Blind Chinese civil rights activist to visit Taiwan
Central News Agency
Taipei, Aug. 28 (CNA) Chinese civil rights activist Chen Guangcheng has agreed to visit Taiwan, and the Mainland Affairs Council has responded positively to the idea, the president of the Taiwan Association for China Human Rights said Monday.
Chen, a civil rights lawyer and activist who managed to escape house arrest in his hometown in Shandong Province in May and is now a visiting scholar at New York University, has agreed to visit Taiwan but the exact timing has yet to be decided, said Yang Hsien-hung.
According to Yang, he was in contact with Chen's wife almost once a week during her husband's house arrest.
"We have developed a trusting relationship," he said.
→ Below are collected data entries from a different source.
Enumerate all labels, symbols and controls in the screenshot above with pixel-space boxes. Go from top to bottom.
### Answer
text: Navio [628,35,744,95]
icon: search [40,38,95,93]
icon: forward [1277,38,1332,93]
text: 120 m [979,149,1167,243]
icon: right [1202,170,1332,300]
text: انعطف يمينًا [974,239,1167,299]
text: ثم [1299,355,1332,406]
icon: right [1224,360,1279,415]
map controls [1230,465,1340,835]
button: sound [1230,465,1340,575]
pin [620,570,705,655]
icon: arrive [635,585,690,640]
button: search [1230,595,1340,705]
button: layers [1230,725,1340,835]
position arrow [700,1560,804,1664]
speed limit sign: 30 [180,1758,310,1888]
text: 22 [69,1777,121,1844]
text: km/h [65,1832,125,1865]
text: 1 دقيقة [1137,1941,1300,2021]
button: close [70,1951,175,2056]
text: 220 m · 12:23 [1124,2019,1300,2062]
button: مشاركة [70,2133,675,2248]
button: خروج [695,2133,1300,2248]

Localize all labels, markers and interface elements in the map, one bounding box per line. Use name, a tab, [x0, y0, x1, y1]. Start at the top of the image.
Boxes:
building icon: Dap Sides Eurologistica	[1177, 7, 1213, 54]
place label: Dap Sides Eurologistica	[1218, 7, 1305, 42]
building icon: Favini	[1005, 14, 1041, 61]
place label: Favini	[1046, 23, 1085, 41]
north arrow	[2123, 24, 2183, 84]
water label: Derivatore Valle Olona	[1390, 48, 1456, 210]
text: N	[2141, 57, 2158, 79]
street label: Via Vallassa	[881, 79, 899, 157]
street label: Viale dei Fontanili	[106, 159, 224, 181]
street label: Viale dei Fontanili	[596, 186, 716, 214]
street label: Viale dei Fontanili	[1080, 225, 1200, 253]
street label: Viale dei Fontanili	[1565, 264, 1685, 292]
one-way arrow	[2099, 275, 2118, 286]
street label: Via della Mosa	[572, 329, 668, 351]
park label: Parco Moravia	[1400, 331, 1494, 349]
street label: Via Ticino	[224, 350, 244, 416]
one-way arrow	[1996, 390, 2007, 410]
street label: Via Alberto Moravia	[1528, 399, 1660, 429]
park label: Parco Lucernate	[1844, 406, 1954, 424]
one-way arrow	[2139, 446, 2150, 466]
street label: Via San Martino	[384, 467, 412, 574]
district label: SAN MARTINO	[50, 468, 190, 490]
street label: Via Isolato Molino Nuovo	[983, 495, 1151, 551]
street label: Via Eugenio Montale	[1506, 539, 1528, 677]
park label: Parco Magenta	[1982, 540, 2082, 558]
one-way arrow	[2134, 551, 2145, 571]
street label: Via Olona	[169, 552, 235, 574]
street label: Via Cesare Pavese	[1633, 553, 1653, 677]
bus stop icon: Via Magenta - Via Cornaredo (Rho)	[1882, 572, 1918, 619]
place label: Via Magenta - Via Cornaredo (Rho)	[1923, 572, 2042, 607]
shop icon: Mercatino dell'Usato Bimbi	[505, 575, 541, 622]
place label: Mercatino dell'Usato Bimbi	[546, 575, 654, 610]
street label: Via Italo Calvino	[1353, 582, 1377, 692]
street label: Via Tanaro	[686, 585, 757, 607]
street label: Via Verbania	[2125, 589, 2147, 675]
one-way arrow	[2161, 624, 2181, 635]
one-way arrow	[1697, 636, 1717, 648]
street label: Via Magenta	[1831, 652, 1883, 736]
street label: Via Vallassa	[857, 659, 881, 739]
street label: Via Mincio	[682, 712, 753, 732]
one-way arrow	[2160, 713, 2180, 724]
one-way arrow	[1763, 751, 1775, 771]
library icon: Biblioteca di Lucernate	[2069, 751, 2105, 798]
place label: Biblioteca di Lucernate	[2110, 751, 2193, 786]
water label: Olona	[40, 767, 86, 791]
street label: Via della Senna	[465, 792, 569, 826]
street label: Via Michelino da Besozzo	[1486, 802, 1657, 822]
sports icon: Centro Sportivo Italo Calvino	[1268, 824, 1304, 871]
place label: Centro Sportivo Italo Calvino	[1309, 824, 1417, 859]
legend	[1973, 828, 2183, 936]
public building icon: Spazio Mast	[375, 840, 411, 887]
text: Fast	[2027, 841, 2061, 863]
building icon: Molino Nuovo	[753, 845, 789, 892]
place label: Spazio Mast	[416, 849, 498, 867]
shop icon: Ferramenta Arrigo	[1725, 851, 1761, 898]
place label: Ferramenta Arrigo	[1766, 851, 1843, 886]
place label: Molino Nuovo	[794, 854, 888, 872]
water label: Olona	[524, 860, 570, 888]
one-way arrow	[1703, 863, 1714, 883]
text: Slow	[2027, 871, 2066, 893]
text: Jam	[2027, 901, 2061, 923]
Yang has asked opposition Democratic Progressive Party (DPP) Legislator Lin Chia-lung, who is in the United States to observe the Republican National Convention, to formally invite Chen to Taiwan when he visits the Chinese activist in New York Friday.
"I'll invite Chen to visit Taiwan on behalf of Yang, and I'll also invite him to deliver a speech at our Legislative Yuan on behalf of our party whip Ker Chien-ming," Lin told CNA.
The invitation could present Taiwan's government with a dilemma and test its commitment to human rights.
President Ma Ying-jeou's administration has worked to cultivate better relations with Beijing since he first took office in May 2008, and it has been reluctant at times to allow visits by individuals considered thorns in the side of China's Communist Party, such as Uighur human rights activist Rebiya Kadeer, to avoid disturbing the improving ties.
But Yang said he has informed Lai Shin-yuan, the head of the Mainland Affairs Council, of his plan to host Chen's visit to Taiwan and got a "positive response."
"(She) praised the plan as being 'very good,'" Yang said, adding that Lai has even assigned a staffer to help with the planning.
An official with the council, the agency in charge of planning Taiwan's China policy, said the council is aware of a civic group's plan to invite Chen to Taiwan and has provided it with information about application procedures and needed documents and application forms.
Because Taiwan is a liberal democratic country, mainland Chinese expatriates are welcome to visit Taiwan as long as they submit applications in accordance with existing regulations, the official said.
The law currently requires that such visits receive the prior approval of the National Immigration Agency.
Blind from an early age, the self-taught Chen is frequently described as a "barefoot lawyer" who advocates women's rights and the welfare of the poor.
He is best known for exposing abuses in China's official family-planning policy, often involving claims of violence and forced abortions.
Chen was sentenced to four years and three months for "damaging property and organizing a mob to disturb traffic". He was released from prison in 2010 after serving his full sentence, but remained under house arrest at his home in Dongshigu Village.
In April this year, Chen escaped his house arrest and fled to the United States Embassy in Beijing. After negotiations with the Chinese government, he left the embassy for medical treatment in early May.
On May 19, Chen, his wife, and his two children were granted U.S. visas and departed Beijing for New York City.